-- Opening Marker --
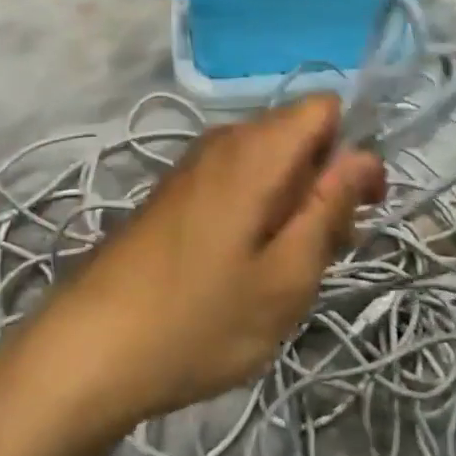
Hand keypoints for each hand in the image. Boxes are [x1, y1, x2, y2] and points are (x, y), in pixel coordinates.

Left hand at [41, 96, 384, 429]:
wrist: (90, 348)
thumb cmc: (199, 318)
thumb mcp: (285, 279)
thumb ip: (330, 209)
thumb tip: (366, 157)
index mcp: (256, 150)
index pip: (324, 107)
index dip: (352, 151)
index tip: (357, 210)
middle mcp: (224, 140)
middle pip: (298, 135)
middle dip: (323, 185)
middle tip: (318, 255)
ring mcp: (195, 164)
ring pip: (269, 161)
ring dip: (291, 205)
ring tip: (280, 273)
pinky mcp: (176, 190)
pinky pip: (237, 179)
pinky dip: (257, 211)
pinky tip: (242, 269)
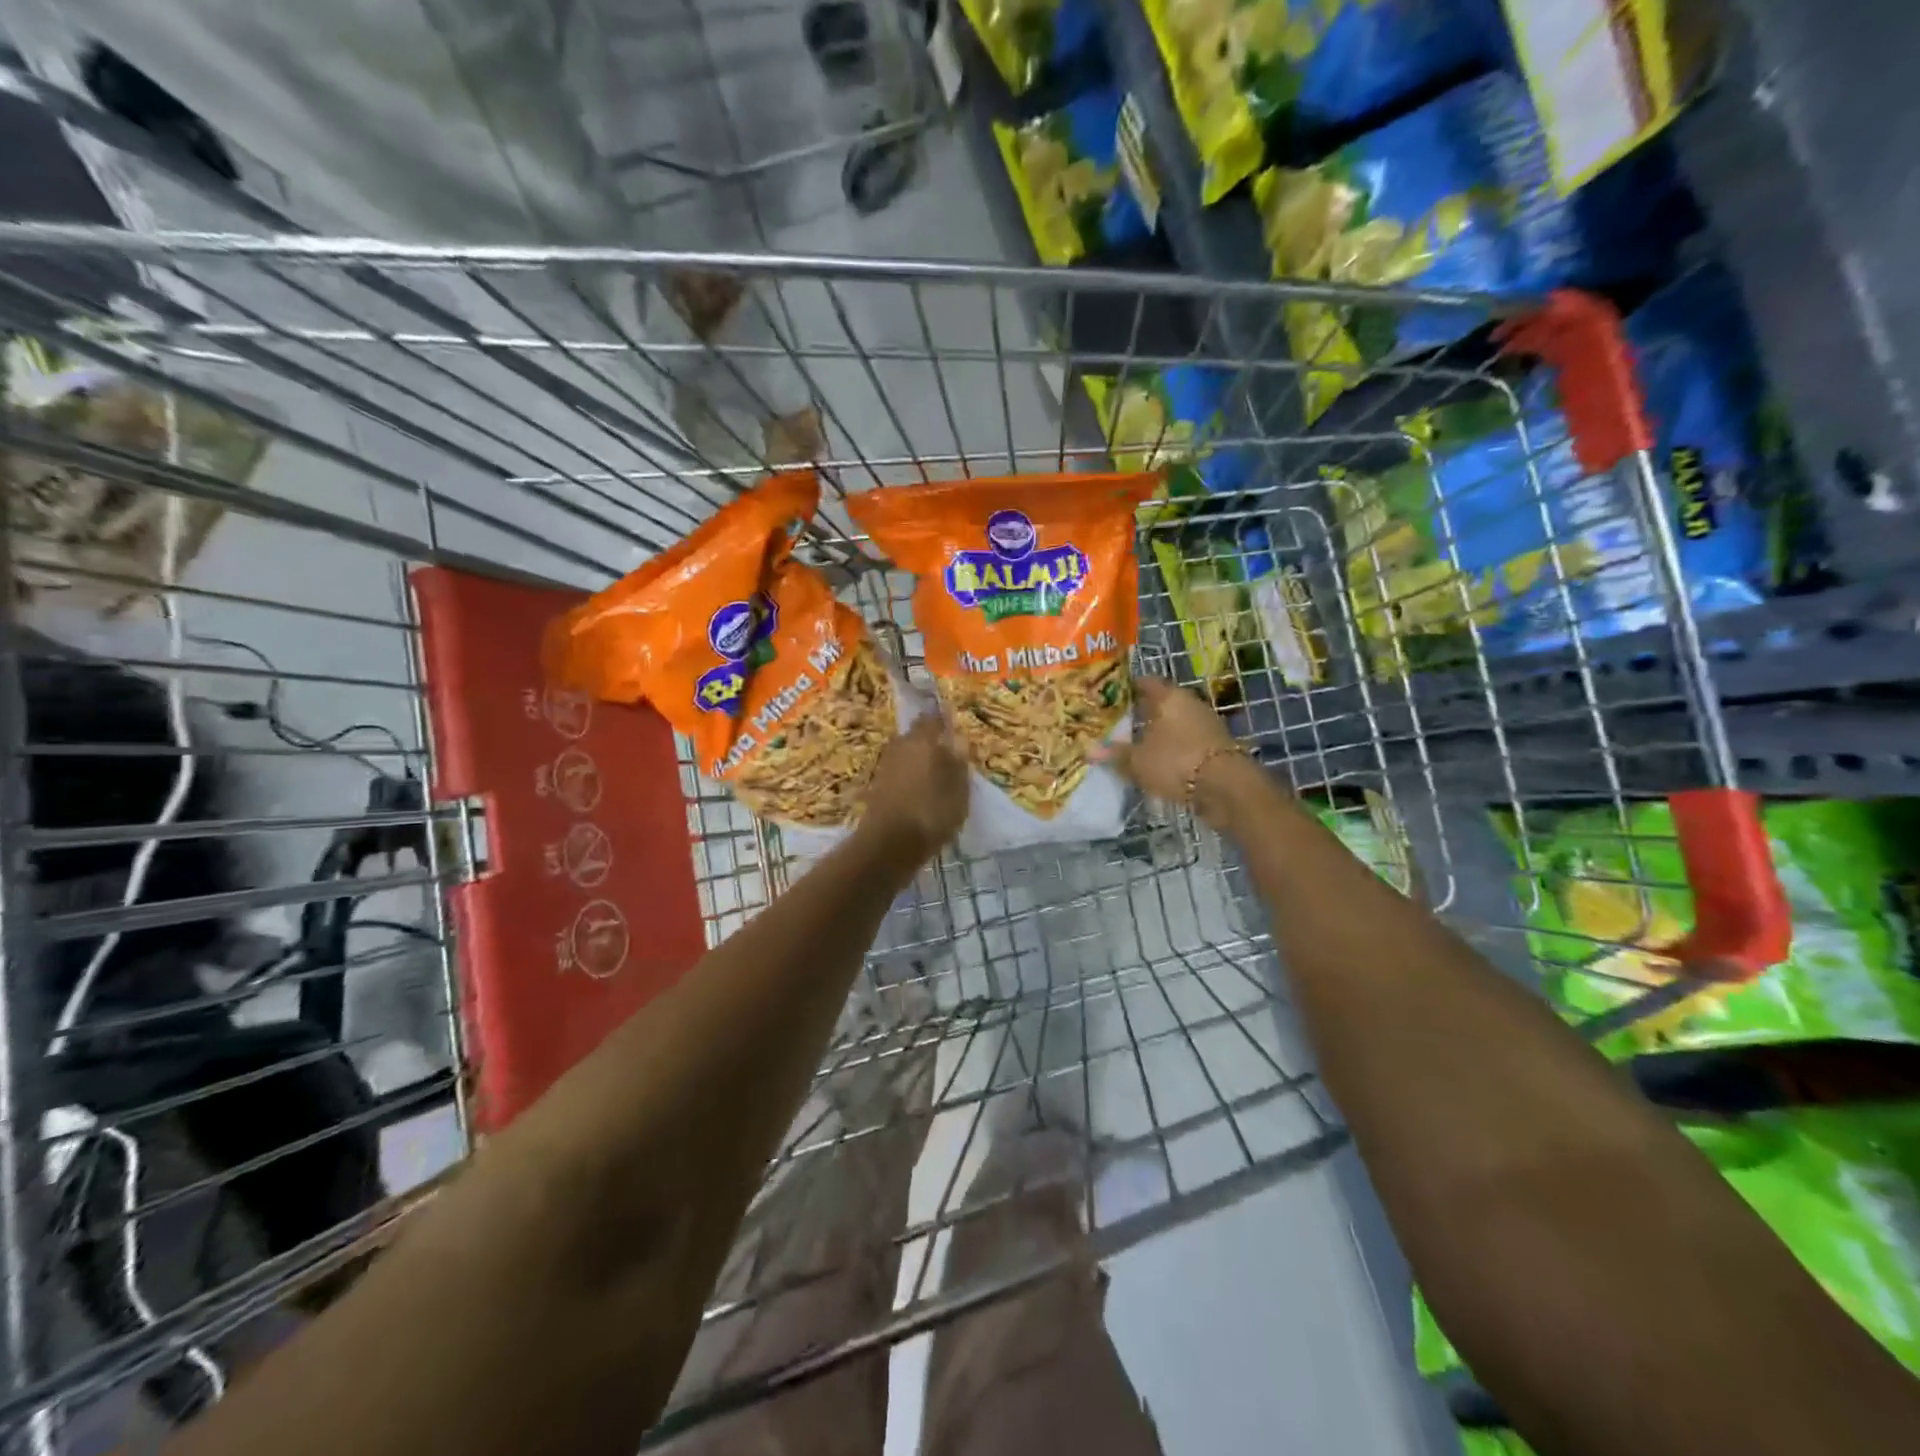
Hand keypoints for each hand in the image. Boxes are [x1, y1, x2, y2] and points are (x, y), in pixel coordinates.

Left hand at [860, 714, 969, 857]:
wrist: (888, 844)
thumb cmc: (932, 813)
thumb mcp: (959, 790)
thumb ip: (959, 764)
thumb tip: (957, 743)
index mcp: (923, 740)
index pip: (934, 720)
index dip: (943, 723)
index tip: (954, 731)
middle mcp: (901, 746)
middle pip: (916, 736)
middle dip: (930, 742)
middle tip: (947, 756)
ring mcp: (886, 765)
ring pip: (906, 754)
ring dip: (918, 761)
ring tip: (936, 778)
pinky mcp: (877, 786)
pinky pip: (899, 773)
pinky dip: (909, 778)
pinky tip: (920, 794)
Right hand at [1097, 675, 1243, 807]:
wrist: (1226, 787)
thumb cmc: (1176, 761)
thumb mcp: (1138, 761)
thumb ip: (1115, 754)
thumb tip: (1091, 751)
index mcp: (1169, 696)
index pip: (1145, 682)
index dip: (1127, 687)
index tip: (1110, 695)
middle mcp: (1189, 703)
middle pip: (1161, 703)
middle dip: (1141, 712)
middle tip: (1117, 722)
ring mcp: (1205, 724)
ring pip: (1174, 722)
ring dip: (1158, 732)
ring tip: (1134, 743)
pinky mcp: (1214, 746)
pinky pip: (1185, 741)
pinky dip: (1171, 748)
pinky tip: (1157, 760)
-- Closing Marker --
> _What needs to be done_
Please print each entry exactly as it stands, without the pictures.

> _Task response_
Hand keypoints for each hand in the image. Boxes are [x1, y1, x2, y2] and points are (x, y), in pixel coordinates.

Left hand at [41, 96, 384, 429]:
wrist: (90, 348)
thumb cmc: (199, 318)
thumb mcp: (285, 279)
thumb ip: (330, 209)
thumb tip: (366, 157)
index mcp: (256, 150)
index pip: (324, 107)
index dip: (352, 151)
index tip: (357, 210)
middle mcp: (224, 140)
middle pip: (298, 135)
middle dip: (323, 185)
middle tip: (318, 255)
ring mcp: (195, 164)
ring pip: (269, 161)
ring dip: (291, 205)
ring tip: (280, 273)
pinky mcp: (176, 190)
pinky pip: (237, 179)
pinky dip: (257, 211)
pinky tip: (242, 269)
Hand keypoints for each hand in the image. Boxes are [x1, y1, x2, y2] and points are (x, y), in pixel coordinates.

Left hand at [860, 714, 969, 857]:
wrist: (888, 844)
thumb cmc: (932, 813)
thumb mcp: (959, 790)
thumb ip: (959, 764)
thumb tip: (957, 743)
index mcp: (923, 740)
index pip: (934, 720)
index dip: (943, 723)
index tip: (954, 731)
middle mcp: (901, 746)
middle pip: (916, 736)
middle dip: (930, 742)
middle tip: (947, 756)
ring mcp: (886, 765)
ring pip: (906, 754)
ring dip: (918, 761)
ring tip: (936, 778)
pinky mcp: (877, 786)
pinky pip: (899, 773)
pinky dip: (909, 778)
pinky tip: (920, 794)
Right hand at [1097, 675, 1243, 807]:
wrist: (1226, 787)
thumb cmc: (1176, 761)
thumb mcp: (1138, 761)
thumb ip: (1115, 754)
thumb tip: (1091, 751)
index mcp: (1169, 696)
index pip: (1145, 682)
index dip: (1127, 687)
index tip: (1110, 695)
middle mcp: (1189, 703)
middle pip: (1161, 703)
middle dip: (1141, 712)
middle tip: (1117, 722)
ring mcp: (1205, 724)
ring pip: (1174, 722)
ring dip: (1158, 732)
ring tip: (1134, 743)
pinky mcp: (1214, 746)
pinky pip: (1185, 741)
pinky dip: (1171, 748)
pinky tip: (1157, 760)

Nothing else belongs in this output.